EXERCISE OBJECTIVE | Print all entries precisely as they are written.

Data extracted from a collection

=== Begin Enclosure ===

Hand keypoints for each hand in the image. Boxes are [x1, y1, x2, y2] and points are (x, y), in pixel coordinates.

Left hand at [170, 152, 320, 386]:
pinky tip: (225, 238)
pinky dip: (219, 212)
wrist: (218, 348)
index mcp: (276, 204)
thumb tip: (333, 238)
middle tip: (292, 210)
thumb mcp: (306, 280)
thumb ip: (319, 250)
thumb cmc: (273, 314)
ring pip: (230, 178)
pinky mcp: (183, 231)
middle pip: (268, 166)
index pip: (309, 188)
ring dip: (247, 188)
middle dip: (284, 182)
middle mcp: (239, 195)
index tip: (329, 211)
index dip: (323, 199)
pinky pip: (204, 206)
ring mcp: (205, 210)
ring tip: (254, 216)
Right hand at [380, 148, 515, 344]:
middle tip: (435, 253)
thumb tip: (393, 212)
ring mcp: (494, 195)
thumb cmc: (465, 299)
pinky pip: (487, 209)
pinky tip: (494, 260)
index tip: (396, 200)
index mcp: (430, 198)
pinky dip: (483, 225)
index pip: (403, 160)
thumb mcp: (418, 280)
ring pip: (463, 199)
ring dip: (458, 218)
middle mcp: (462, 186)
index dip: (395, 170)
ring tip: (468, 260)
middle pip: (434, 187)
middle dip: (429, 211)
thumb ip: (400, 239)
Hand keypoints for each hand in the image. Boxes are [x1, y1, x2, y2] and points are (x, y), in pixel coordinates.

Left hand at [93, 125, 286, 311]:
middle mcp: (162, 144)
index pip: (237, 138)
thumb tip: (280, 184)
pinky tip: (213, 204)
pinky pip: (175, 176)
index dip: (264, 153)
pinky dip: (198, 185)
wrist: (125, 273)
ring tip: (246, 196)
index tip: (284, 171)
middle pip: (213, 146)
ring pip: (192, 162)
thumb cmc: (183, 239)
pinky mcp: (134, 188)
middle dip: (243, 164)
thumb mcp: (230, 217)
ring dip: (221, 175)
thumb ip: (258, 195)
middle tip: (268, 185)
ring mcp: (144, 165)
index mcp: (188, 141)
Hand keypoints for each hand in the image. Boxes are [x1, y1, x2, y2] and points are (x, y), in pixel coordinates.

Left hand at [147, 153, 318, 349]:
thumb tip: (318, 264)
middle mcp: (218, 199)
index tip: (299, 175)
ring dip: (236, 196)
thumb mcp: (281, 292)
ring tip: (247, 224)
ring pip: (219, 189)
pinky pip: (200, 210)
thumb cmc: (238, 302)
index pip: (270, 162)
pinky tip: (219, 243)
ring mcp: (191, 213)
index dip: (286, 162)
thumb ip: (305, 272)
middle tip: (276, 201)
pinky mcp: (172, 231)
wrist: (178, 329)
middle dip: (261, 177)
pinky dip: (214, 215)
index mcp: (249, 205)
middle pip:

=== End Enclosure ===

RESPONSE AREA |
Hand keypoints for each hand in the image. Boxes are [x1, y1, x2, y2] and points are (x, y), in pixel coordinates.

Left hand at [170, 152, 320, 386]:
pinky tip: (225, 238)
pinky dip: (219, 212)
wrist: (218, 348)
index mcp: (276, 204)
thumb tip: (333, 238)
middle tip: (292, 210)
thumb mcp: (306, 280)
thumb ip: (319, 250)
thumb cmc: (273, 314)
ring pip: (230, 178)
pinky mcp: (183, 231)
middle pip: (268, 166)
index pip: (309, 188)
ring dip: (247, 188)
middle dip: (284, 182)
middle mcp: (239, 195)
index tip: (329, 211)
index dip: (323, 199)
pinky pip: (204, 206)
ring mcp: (205, 210)
ring tip: (254, 216)
Right hand at [380, 148, 515, 344]:
middle tip: (435, 253)
thumb tip: (393, 212)
ring mcp: (494, 195)
thumb cmc: (465, 299)
pinky pip: (487, 209)
pinky tip: (494, 260)
index tip: (396, 200)
index mcp: (430, 198)
pinky dip: (483, 225)
index pip: (403, 160)
thumb mcp: (418, 280)
ring pip: (463, 199)
ring dip: (458, 218)
middle mcp: (462, 186)
index dip: (395, 170)
ring tip: (468, 260)
middle pip: (434, 187)
middle dip: (429, 211)
thumb ip: (400, 239)
Hand keypoints for each hand in the image. Boxes are [x1, y1, x2, y2] and points are (x, y), in pixel coordinates.

Left hand at [93, 125, 286, 311]:
middle mcp: (162, 144)
index pip: (237, 138)
thumb tip: (280, 184)
pinky tip: (213, 204)
pinky pip: (175, 176)
index dip: (264, 153)
pinky dip: (198, 185)
wrist: (125, 273)
ring tip: (246, 196)
index tip: (284, 171)
middle pip: (213, 146)
ring pip: (192, 162)
thumb cmc: (183, 239)
pinky mcp: (134, 188)
middle dip: (243, 164)
thumb mcp: (230, 217)
ring dip: (221, 175)
thumb ip: (258, 195)
middle tip: (268, 185)
ring mcp: (144, 165)
index mcp: (188, 141)
Hand keypoints for each hand in the image. Boxes are [x1, y1, x2, y2] and points are (x, y), in pixel coordinates.

Left hand at [147, 153, 318, 349]:
thumb tip: (318, 264)
middle mcp: (218, 199)
index tip: (299, 175)
ring dip: (236, 196)
thumb mcp: (281, 292)
ring tip: (247, 224)
ring pip: (219, 189)
pinky pip: (200, 210)
thumb cmc: (238, 302)
index pip: (270, 162)
pinky tip: (219, 243)
ring mcp: (191, 213)
index dip: (286, 162)
thumb ip: (305, 272)
middle tip: (276, 201)
pinky mcp: (172, 231)
wrist: (178, 329)
middle dip: (261, 177)
pinky dip: (214, 215)
index mcp: (249, 205)
middle pip:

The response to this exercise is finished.